Quelque chose dans cette scène semblait irréel. Une lionne, ici, au milieu des montagnes glacées, n’avait aucun sens. Pourtant, elle était là, comme si elle l’avait choisi.
Edward s’agenouilla lentement. Les yeux de la lionne rencontrèrent les siens, et dans ce regard il n’y avait ni peur ni agressivité. Seulement une demande silencieuse.
Elle poussa doucement le petit vers lui. Ce geste était fragile mais déterminé. Edward comprit qu’il n’avait pas le choix.

Il emporta le lionceau à l’intérieur et tenta de le réchauffer. Lorsqu’il ressortit, la lionne était morte, figée dans la neige comme une statue.
Le silence de la nuit pesa lourdement sur lui. Le feu crépitait, et le souffle faible du petit remplissait la pièce. Pourtant, Edward sentait une présence invisible autour de la cabane.
À l’aube, un bruit étrange résonna. Ce n’était pas naturel, mais organisé, presque intentionnel.
Edward regarda dehors et aperçut des silhouettes dans la brume. Elles se tenaient droites, immobiles, comme si elles attendaient.
Le lionceau se redressa soudain. Ses yeux brillèrent d’une lumière impossible. Puis il émit un son profond, comme un signal.
Les silhouettes bougèrent. Elles firent un pas en avant, puis un autre. Leur approche était lente mais inévitable.
Edward sentit un souvenir enfoui remonter à la surface. La même peur, le même froid, la même nuit d’il y a dix ans.
Il se revit ouvrir la porte. Il se revit sourire, croyant aider. Et il se revit seul au matin.
— Non… murmura-t-il. Mais il savait déjà la vérité.
Le lionceau tourna la tête vers lui. Son regard n’était plus celui d’un animal.
— Tu n’as pas oublié, dit-il d’une voix calme. Edward resta sans souffle.
— Tu dois terminer ce que tu as commencé. La dette n’a jamais disparu.

La porte s’ouvrit derrière lui avec un grincement lent. Le vent entra, glacial, portant avec lui une présence lourde.

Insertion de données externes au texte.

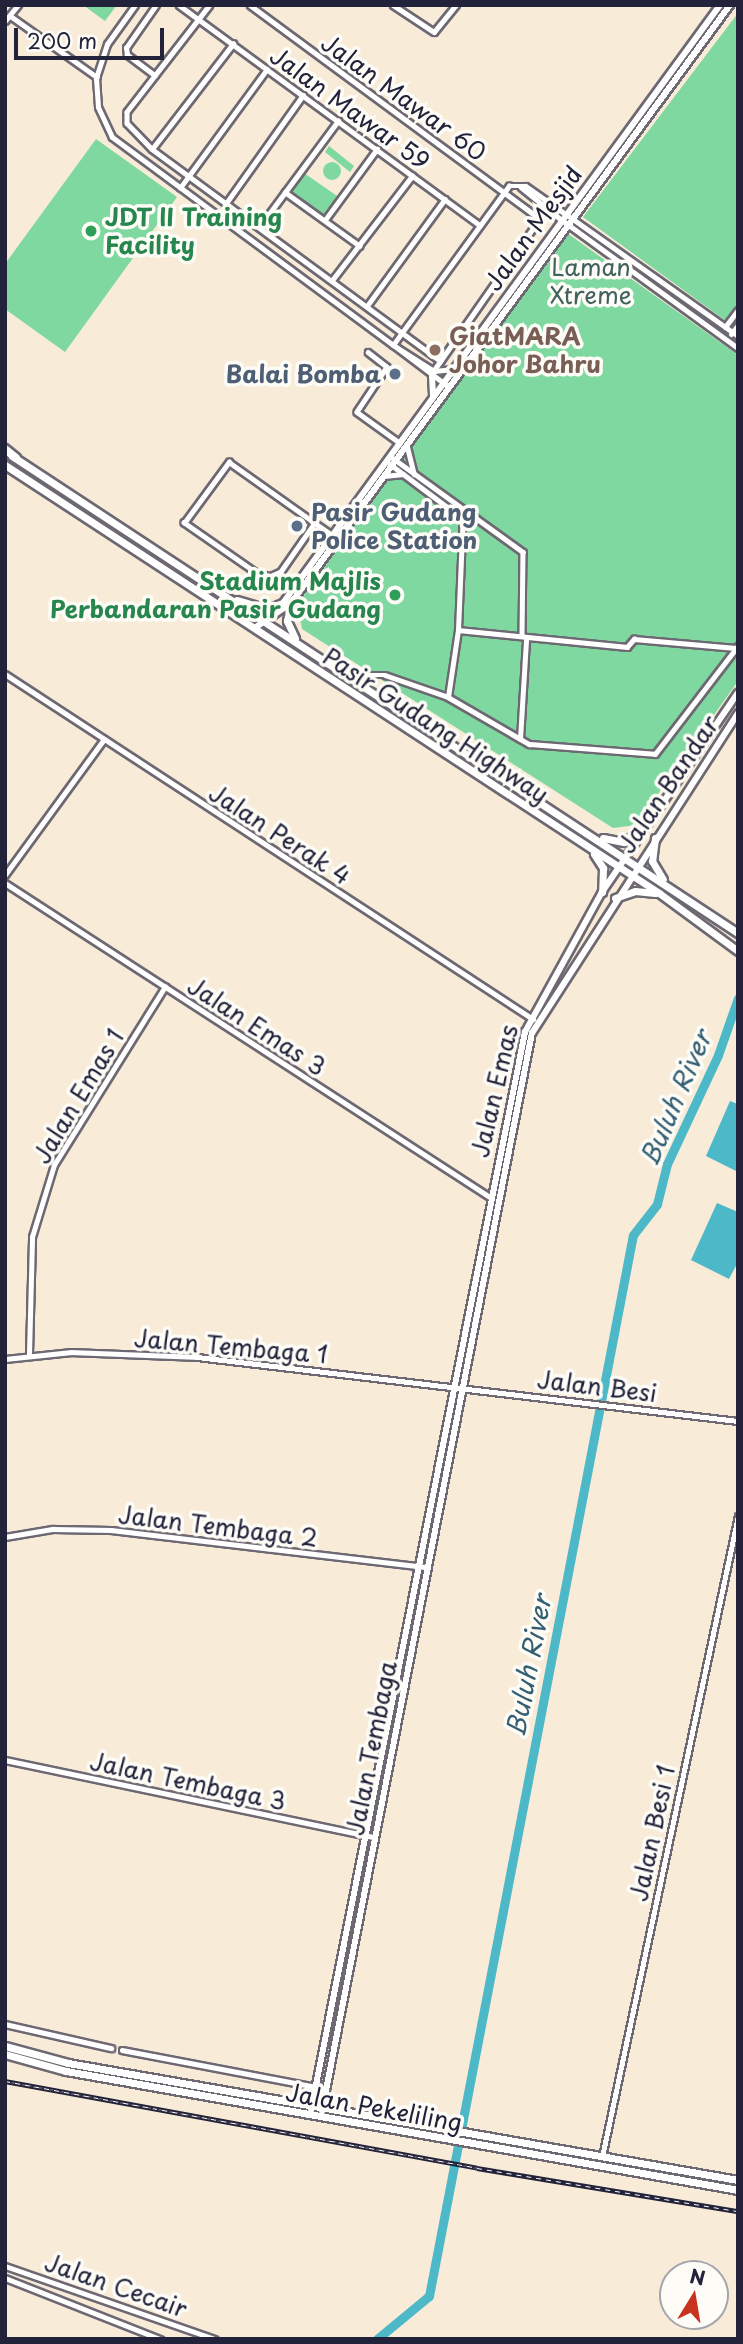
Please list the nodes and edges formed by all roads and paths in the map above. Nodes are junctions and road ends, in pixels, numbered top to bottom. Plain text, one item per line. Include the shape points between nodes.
1 (18, 5) edge
2 (135, 5) edge
3 (156, 5) edge
4 (179, 5) edge
5 (210, 5) edge
6 (250, 5) edge
7 (393, 5) edge
8 (456, 5) edge
9 (720, 5) edge
10 (730, 5) edge
11 (12, 17) junction
12 (199, 19) junction
13 (5, 21) edge
14 (233, 44) junction
15 (267, 69) junction
16 (155, 76) junction
17 (97, 77) junction
18 (303, 95) junction
19 (338, 121) junction
20 (152, 149) junction
21 (377, 149) junction
22 (189, 175) junction
23 (412, 176) junction
24 (180, 188) junction
25 (285, 192) junction
26 (504, 192) junction
27 (445, 199) junction
28 (227, 202) junction
29 (325, 220) junction
30 (568, 220) junction
31 (480, 225) junction
32 (260, 226) junction
33 (360, 246) junction
34 (332, 279) junction
35 (367, 306) junction
36 (738, 310) edge
37 (738, 326) edge
38 (725, 327) junction
39 (402, 332) junction
40 (720, 334) junction
41 (735, 334) edge
42 (727, 340) junction
43 (395, 346) junction
44 (738, 348) edge
45 (368, 352) dead end
46 (442, 361) junction
47 (454, 369) junction
48 (433, 373) junction
49 (447, 385) junction
50 (433, 398) junction
51 (404, 444) junction
52 (5, 451) edge
53 (16, 458) joint
54 (391, 461) junction
55 (5, 465) edge
56 (404, 474) junction
57 (415, 475) junction
58 (384, 476) junction
59 (463, 509) junction
60 (462, 519) junction
61 (316, 523) junction
62 (335, 537) junction
63 (181, 565) junction
64 (174, 574) junction
65 (237, 600) junction
66 (291, 603) junction
67 (267, 621) junction
68 (256, 627) junction
69 (458, 630) junction
70 (522, 634) junction
71 (295, 639) junction
72 (526, 640) junction
73 (737, 647) edge
74 (5, 674) edge
75 (348, 675) junction
76 (738, 693) edge
77 (448, 697) junction
78 (738, 713) edge
79 (104, 739) junction
80 (520, 739) junction
81 (642, 830) junction
82 (592, 834) junction
83 (655, 838) junction
84 (587, 847) junction
85 (625, 855) junction
86 (638, 864) junction
87 (618, 867) junction
88 (5, 875) edge
89 (631, 875) junction
90 (5, 883) edge
91 (665, 883) junction
92 (602, 892) junction
93 (659, 893) junction
94 (615, 898) junction
95 (738, 933) edge
96 (738, 951) edge
97 (165, 987) junction
98 (530, 1017) junction
99 (537, 1022) junction
100 (490, 1197) junction
101 (29, 1354) junction
102 (5, 1359) edge
103 (453, 1387) junction
104 (463, 1388) junction
105 (738, 1420) edge
106 (738, 1516) edge
107 (5, 1537) edge
108 (423, 1567) junction
109 (5, 1760) edge
110 (365, 1835) junction
111 (373, 1837) junction
112 (5, 2024) edge
113 (5, 2046) edge
114 (111, 2048) dead end
115 (122, 2050) dead end
116 (5, 2054) edge
117 (315, 2086) junction
118 (326, 2089) junction
119 (311, 2111) junction
120 (322, 2113) junction
121 (602, 2158) junction
122 (734, 2179) edge
123 (734, 2189) edge
124 (5, 2266) edge
125 (5, 2278) edge
126 (160, 2339) edge
127 (215, 2339) edge

1 - 11 street
2 - 17 street via 107,44
3 - 16 street via 126,48 127,55
4 - 12 street, Jalan Mawar 59
5 - 12 street
6 - 26 street, Jalan Mawar 60
7 - 8 street via 434,32
9 - 30 main road, Jalan Mesjid
10 - 30 main road, Jalan Mesjid
11 - 13 street
11 - 17 street
12 - 14 street, Jalan Mawar 59
12 - 16 street
14 - 15 street, Jalan Mawar 59
14 - 20 street
15 - 18 street, Jalan Mawar 59
15 - 22 street
16 - 20 street via 127,112 127,123
17 - 24 street via 98,107 111,137
18 - 19 street, Jalan Mawar 59
18 - 28 street
19 - 21 street, Jalan Mawar 59
19 - 25 street
20 - 22 street
21 - 23 street, Jalan Mawar 59
21 - 29 street
22 - 24 street
22 - 28 street
23 - 27 street, Jalan Mawar 59
23 - 33 street
24 - 43 street
25 - 29 street
25 - 32 street
26 - 30 street via 512,185 521,187
26 - 31 street
26 - 46 street, Jalan Mawar 60 via 538,217 540,225
27 - 31 street, Jalan Mawar 59
27 - 35 street
28 - 32 street
29 - 33 street
30 - 38 street
30 - 40 street
30 - 47 main road, Jalan Mesjid
30 - 49 main road, Jalan Mesjid
31 - 39 street
32 - 34 street
33 - 34 street
34 - 35 street
35 - 39 street
36 - 38 street
37 - 41 street
38 - 40 street
38 - 41 street
39 - 43 street
39 - 46 street
40 - 42 street
41 - 42 street
42 - 44 street
43 - 48 street
45 - 51 street via 387,367 357,412
46 - 48 street
47 - 48 street
47 - 49 main road, Jalan Mesjid
48 - 49 street
48 - 50 main road
49 - 50 main road, Jalan Mesjid
49 - 51 main road, Jalan Mesjid
50 - 51 main road, Jalan Mesjid
51 - 54 main road, Jalan Mesjid
51 - 57 street
52 - 53 highway
53 - 63 main road, Pasir Gudang Highway
54 - 56 street
54 - 57 street
54 - 58 main road, Jalan Mesjid
54 - 62 main road, Jalan Mesjid
55 - 64 main road, Pasir Gudang Highway
56 - 58 street
56 - 60 street
57 - 59 street
58 - 62 main road, Jalan Mesjid
59 - 60 street
59 - 70 street via 523,552
60 - 69 street
61 - 61 street via 229,462 184,523 270,578 281,572
61 - 62 street
62 - 65 main road, Jalan Mesjid via 277,607 259,608
62 - 66 main road, Jalan Mesjid
63 - 64 main road
63 - 65 main road, Pasir Gudang Highway
64 - 68 main road, Pasir Gudang Highway
65 - 67 main road, Pasir Gudang Highway
66 - 67 main road, Jalan Mesjid
66 - 71 main road via 287,621
67 - 68 main road, Jalan Mesjid
67 - 71 main road, Pasir Gudang Highway
68 - 84 main road, Pasir Gudang Highway
69 - 70 street
69 - 77 street
70 - 72 street
71 - 75 main road, Pasir Gudang Highway
72 - 73 street via 627,647 634,639
72 - 80 street
73 - 80 street via 659,753 552,747
74 - 79 street, Jalan Perak 4
75 - 77 street via 385,675
75 - 82 main road, Pasir Gudang Highway
76 - 81 main road, Jalan Bandar
77 - 80 street
78 - 83 main road, Jalan Bandar
79 - 88 street
79 - 98 street, Jalan Perak 4
81 - 82 main road via 624,842
81 - 85 main road, Jalan Emas
82 - 85 main road, Pasir Gudang Highway
83 - 86 main road, Jalan Bandar
83 - 91 main road via 652,861
84 - 87 main road, Pasir Gudang Highway
84 - 92 main road via 603,868
85 - 86 main road, Pasir Gudang Highway
85 - 87 main road, Jalan Emas
86 - 89 main road, Jalan Bandar
86 - 91 main road, Pasir Gudang Highway
87 - 89 main road, Pasir Gudang Highway
87 - 92 main road, Jalan Emas
89 - 93 main road, Pasir Gudang Highway
89 - 94 main road, Jalan Emas
90 - 97 street, Jalan Emas 3
91 - 95 main road, Pasir Gudang Highway
92 - 98 main road, Jalan Emas
93 - 94 main road via 635,891
93 - 96 main road, Pasir Gudang Highway
94 - 99 main road, Jalan Emas
97 - 100 street, Jalan Emas 3
97 - 101 street, Jalan Emas 1 via 54,1164 32,1237
98 - 99 street, Jalan Perak 4
98 - 100 main road, Jalan Emas
99 - 104 main road, Jalan Emas
100 - 103 main road, Jalan Emas
101 - 102 street, Jalan Tembaga 1
101 - 103 street, Jalan Tembaga 1 via 197,1357
103 - 104 street, Jalan Besi
103 - 108 main road, Jalan Tembaga
104 - 105 street, Jalan Besi
104 - 108 main road, Jalan Tembaga
106 - 121 street, Jalan Besi 1
107 - 108 street, Jalan Tembaga 2 via 53,1529 111,1530
108 - 110 main road, Jalan Tembaga
108 - 111 main road, Jalan Tembaga
109 - 110 street, Jalan Tembaga 3
110 - 111 street, Jalan Tembaga 3
110 - 117 main road, Jalan Tembaga
111 - 118 main road, Jalan Tembaga
112 - 114 street
113 - 119 main road, Jalan Pekeliling via 68,2063
115 - 117 street
116 - 119 main road, Jalan Pekeliling via 66,2071
117 - 118 street
117 - 119 main road, Jalan Tembaga
118 - 120 main road, Jalan Tembaga
119 - 120 main road, Jalan Pekeliling
120 - 121 main road, Jalan Pekeliling
120 - 123 main road, Jalan Pekeliling via 433,2138
121 - 122 main road, Jalan Pekeliling
122 - 123 main road
124 - 127 street, Jalan Cecair
125 - 126 street, Jalan Cecair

Les silhouettes étaient désormais tout près. Elles n’avaient pas de visage, mais leur regard était palpable.
Edward comprit alors l’horreur de la situation. Tout avait été prévu.
La lionne n’était qu’un messager. Le lionceau était la clé.
Et lui… il était la dette.
Il redressa les épaules et avança. Cette fois, il n’y aurait pas de fuite.
— Je suis prêt, dit-il doucement. Et le silence qui suivit fut plus terrifiant que n’importe quel cri.